Expert Analysis: Economic Recession Unavoidable, According to Deutsche Bank

Given the durability exhibited by the labor market and consumer spending, despite considerable interest rate rises, the prospect of a U.S. recession has been a hotly debated subject. But a major financial company, Deutsche Bank, has brashly asserted that there is a 100% chance that the US economy would contract.

The benchmark fed funds rate for short-term borrowing is now at its highest level since 2006. Inflation, however, keeps rising over the Federal Reserve’s planned aim. In response, Fed Chairman Jerome Powell issued a warning that further rate increases may be required to successfully reduce inflation. In a recent policy committee meeting, Powell emphasized this point by saying, “Looking ahead, nearly all Committee participants view it as likely that some further rate increases will be appropriate this year to bring inflation down to 2% over time.”

Deutsche Bank

The median prediction made by the Federal Reserve for the Fed funds rate in the upcoming year is 5.6%, which is higher than the previous prediction made in March of 5.1%. Additionally, this amount exceeds the current Fed Funds Target of 5% to 5.25%.

Concerns regarding the financial viability of the country are raised by Deutsche Bank’s claim that an economic slump is inevitable. Even if there are still arguments over it, the bank’s authoritative position has a big impact on the economy.
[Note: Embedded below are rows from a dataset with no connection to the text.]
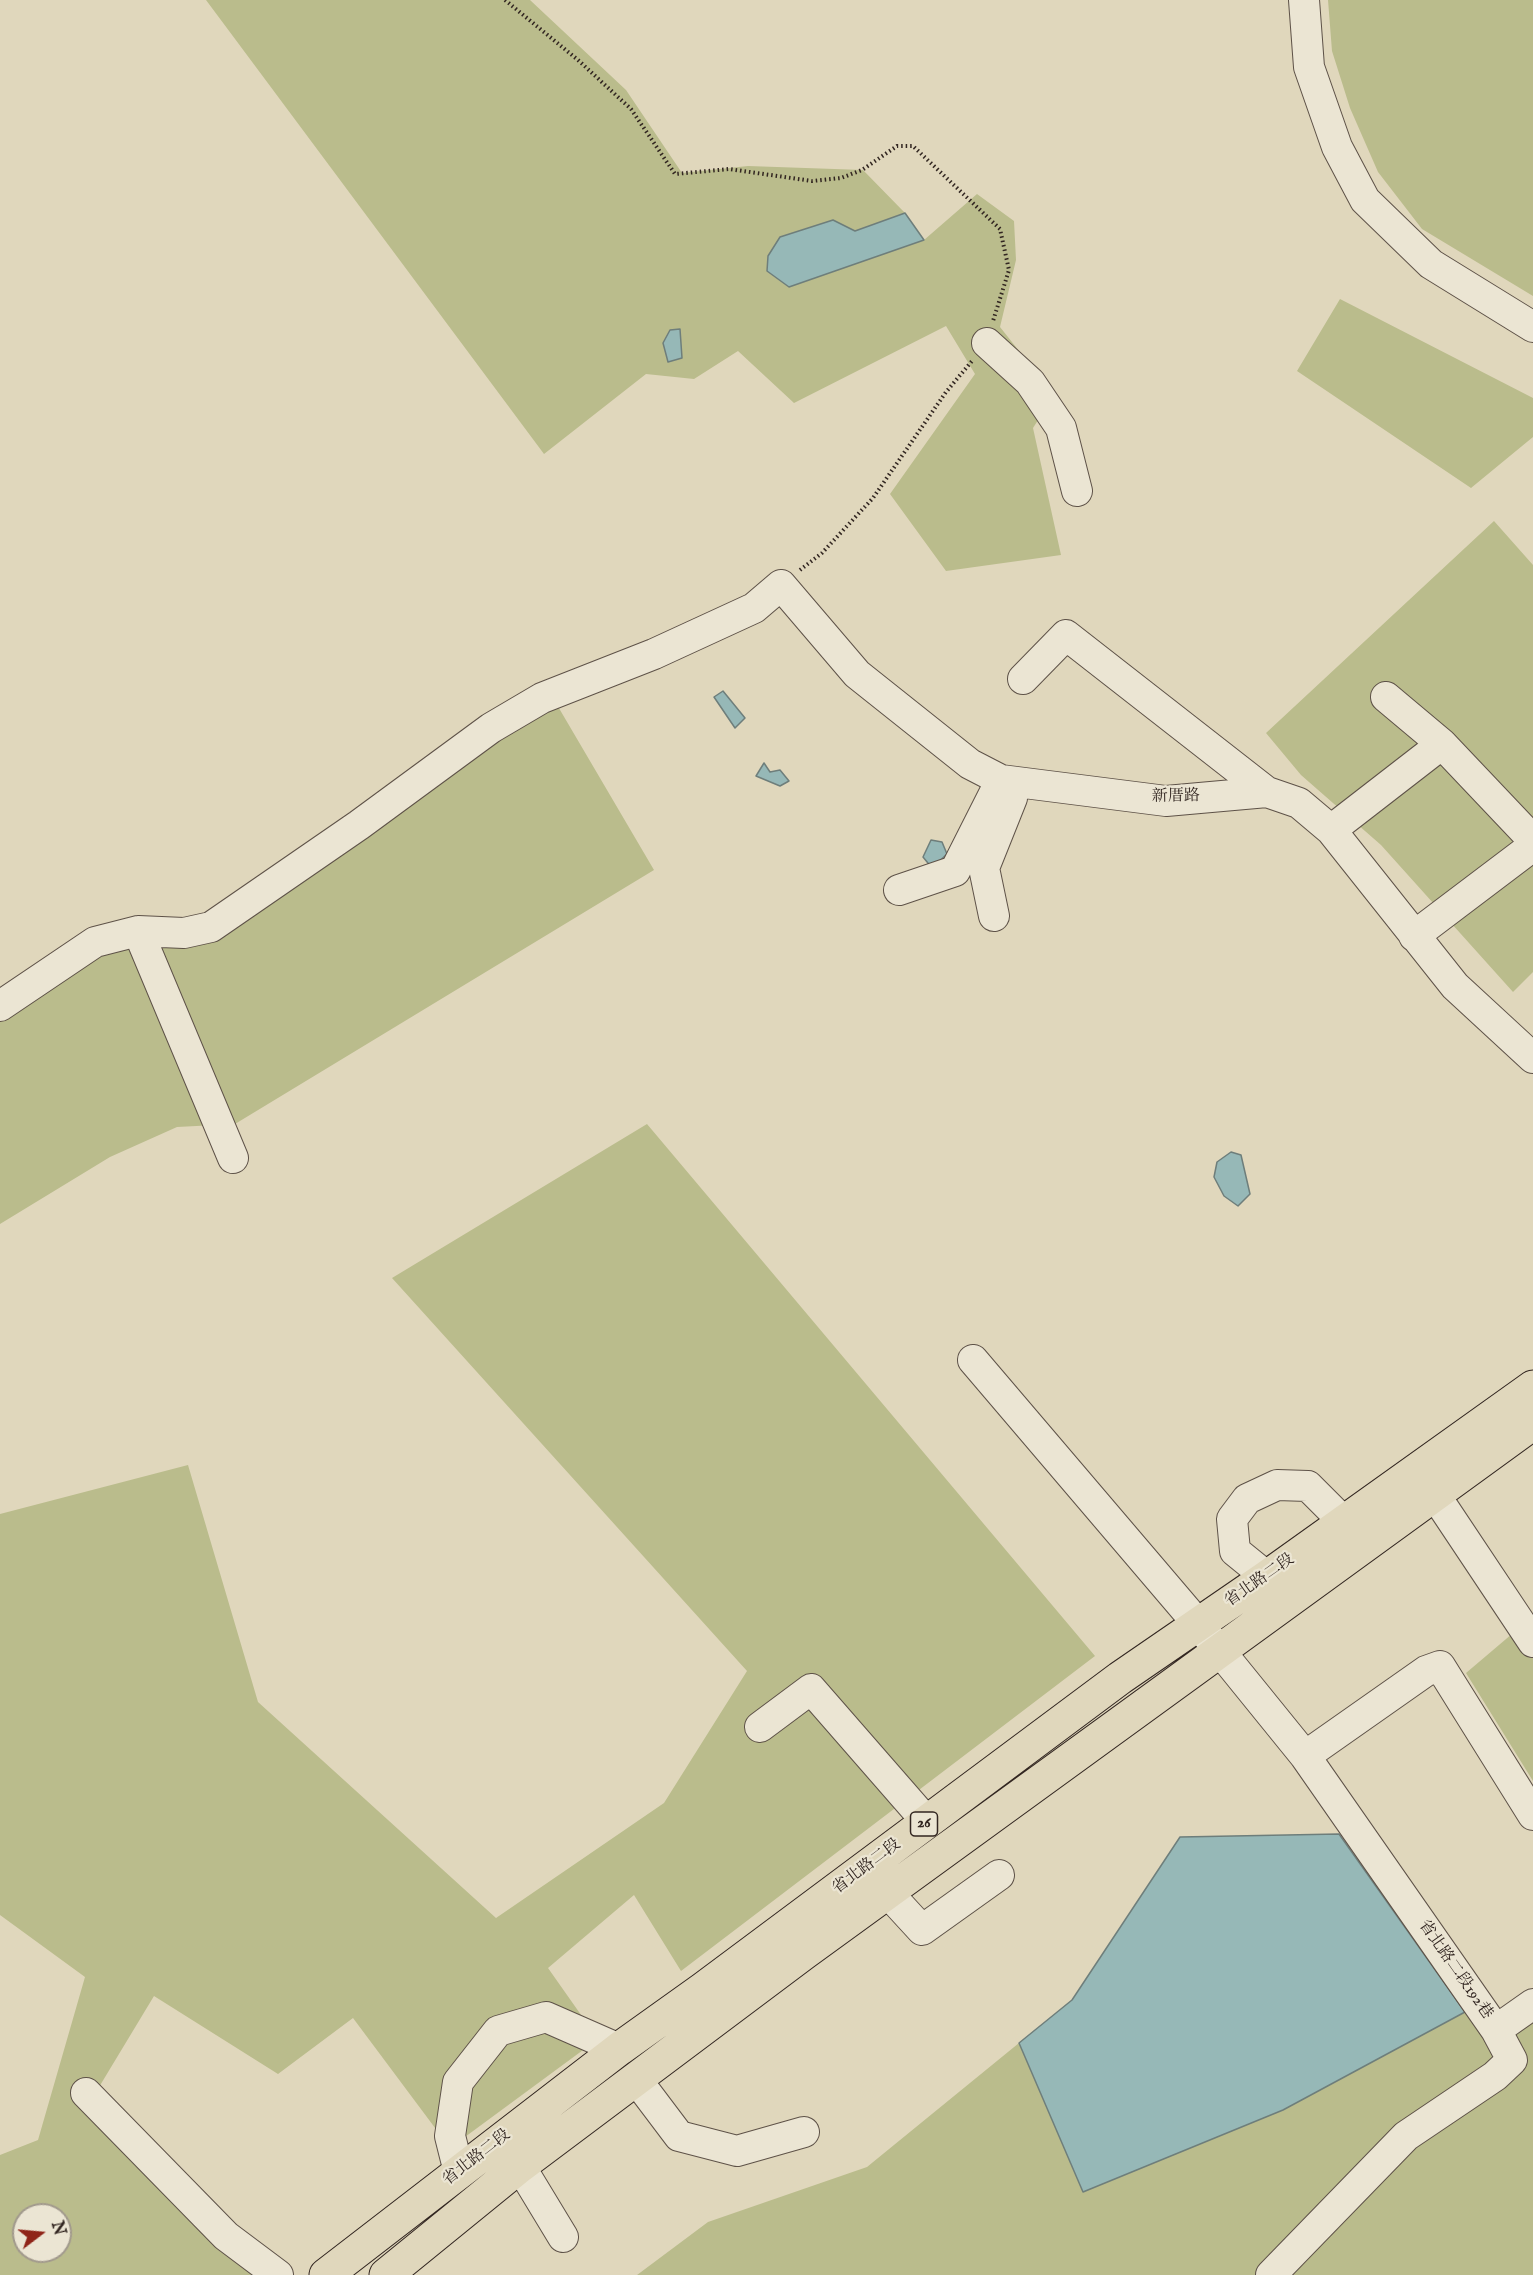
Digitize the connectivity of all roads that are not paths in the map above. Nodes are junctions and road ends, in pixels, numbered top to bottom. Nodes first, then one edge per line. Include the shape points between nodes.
1 (1304, 0) edge
2 (1533, 327) edge
3 (987, 343) road end
4 (1077, 491) dead end
5 (1023, 679) dead end
6 (1386, 697) dead end
7 (1442, 744) junction
8 (1010, 781) junction
9 (1267, 792) junction
10 (1331, 830) junction
11 (1533, 840) edge
12 (1533, 846) edge
13 (899, 890) dead end
14 (994, 916) dead end
15 (138, 931) junction
16 (1414, 936) junction
17 (0, 1006) edge
18 (1530, 1048) edge
19 (233, 1158) dead end
20 (974, 1360) dead end
21 (1533, 1387) edge
22 (1533, 1423) edge
23 (1434, 1495) junction
24 (1343, 1521) junction
25 (1267, 1576) junction
26 (1198, 1624) junction
27 (1533, 1642) edge
28 (1221, 1652) junction
29 (760, 1727) dead end
30 (1305, 1756) junction
31 (1533, 1815) edge
32 (927, 1822) junction
33 (999, 1875) dead end
34 (888, 1893) junction
35 (1533, 2004) edge
36 (1496, 2030) junction
37 (619, 2049) junction
38 (636, 2079) junction
39 (86, 2092) dead end
40 (804, 2132) dead end
41 (520, 2166) junction
42 (459, 2172) junction
43 (563, 2237) dead end
44 (278, 2275) edge
45 (326, 2275) edge
46 (386, 2275) edge
47 (1271, 2275) edge

1 - 2 street via 1309,67 1337,147 1365,200 1431,264
3 - 4 street via 1030,382 1061,428
5 - 9 street via 1066,635
6 - 7 street
7 - 10 street
7 - 11 street
8 - 9 street, 新厝路 via 1166,801
8 - 13 street via 955,871
8 - 14 street via 984,868
8 - 15 street, 新厝路 via 970,764 857,674 781,585 754,608 654,654 542,698 491,728 211,927 184,933
9 - 10 street, 新厝路 via 1299,803
10 - 16 street, 新厝路
12 - 16 street
15 - 17 street via 95,942
15 - 19 street
16 - 18 street, 新厝路 via 1455,986
20 - 26 street, 省北路二段192巷
21 - 24 main road, 省北路二段 / 26
22 - 23 main road, 省北路二段 / 26
23 - 27 street
23 - 28 main road, 省北路二段 / 26
24 - 25 main road, 省北路二段 / 26
24 - 25 street via 1308,1486 1277,1485 1247,1499 1232,1519 1235,1551
25 - 26 main road, 省北路二段 / 26
26 - 28 street, 省北路二段192巷
26 - 32 main road, 省北路二段 / 26
28 - 30 street, 省北路二段192巷
28 - 34 main road, 省北路二段 / 26
29 - 32 street via 811,1689
30 - 31 street via 1426,1671 1440,1666
30 - 36 street, 省北路二段192巷
32 - 37 main road, 省北路二段 / 26
33 - 34 street via 922,1930
34 - 38 main road, 省北路二段 / 26
35 - 36 street
36 - 47 street, 省北路二段192巷 via 1512,2060 1495,2076 1406,2136
37 - 42 main road, 省北路二段 / 26
37 - 42 street via 546,2017 498,2031 458,2082 450,2136
38 - 40 street via 679,2136 737,2151
38 - 41 main road, 省北路二段 / 26
39 - 44 street via 226,2236
41 - 43 street
41 - 46 main road, 省北路二段 / 26
42 - 45 main road, 省北路二段 / 26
A recession is inevitable, and market players and experts are keeping an eye on these events. Efforts to control inflation and anticipated rate increases will likely have an influence on how the economy develops in the coming months. The financial world is anxiously awaiting the development of these elements and their potential effects on the American economy.

According to Deutsche Bank,

their forecast for a number of economic indices shows a troubling picture. These are their main forecasts:

  • Interest rates: According to Deutsche Bank, the federal funds rate will rise by at least one further 25 basis points in July. While there has been some improvement in the labor market’s stability and the rate of inflation, both aspects still fall short of the goals set by the Federal Reserve.
  • The bank anticipates a downturn in consumer spending, with extra savings being essentially used up by October. This change could have an effect on the economy as a whole.
  • Unemployment rate: It is predicted that the unemployment rate would rise steadily, hitting 4% by the year’s end and reaching 4.5% in the first quarter of 2024. Notably, the unemployment rate for May was 3.7%.
  • Economic expansion: According to Deutsche Bank, there will be a “moderate recession” that will start in the last quarter of this year and last until the first quarter of 2024. The bank forecasts a 0.4% decrease in 2024 as opposed to the 1.4% rise anticipated in 2023.
  • Inflation is anticipated to be around 2.75% for the Consumer Price Index (CPI), and around 3.5% for the core CPI, which excludes the erratic food and energy sectors. The consumer price index was 4% in May.

These forecasts from Deutsche Bank point to an uncertain economic future that will be marked by sluggish consumer spending, a mild recession, and inflationary pressures. Although these predictions provide useful information, it’s crucial to keep in mind that economic conditions can change quickly and that other factors may have an impact on the final result. Keeping an eye on these variables will be essential for determining the economy’s trend and making future challenge plans.

There are other dangers.

The prospects for the investment bank may also be impacted by geopolitics. Both the U.S.-China strategic rivalry and the war between Russia and Ukraine might worsen.

Strong El Nio events that result in higher food costs are “another risk,” according to Folkerts-Landau’s team.

Are there any positives?

Artificial intelligence, undoubtedly.

We desperately need a new source of growth due to our deteriorating demographics, low productivity, and unfavorable cyclical outlook, according to Folkerts-Landau. AI may be that source. He said that it will likely be later this decade before AI starts to pay off.

He predicts that the Fed will begin lowering rates in March 2024 as a result of the anticipated decline in inflation and recession. Deutsche Bank anticipates cuts to occur as quickly as the Fed’s swift increase in the funds’ rate, “in increments of 50-basis-point to 75-basis-point until reaching 2.625%.”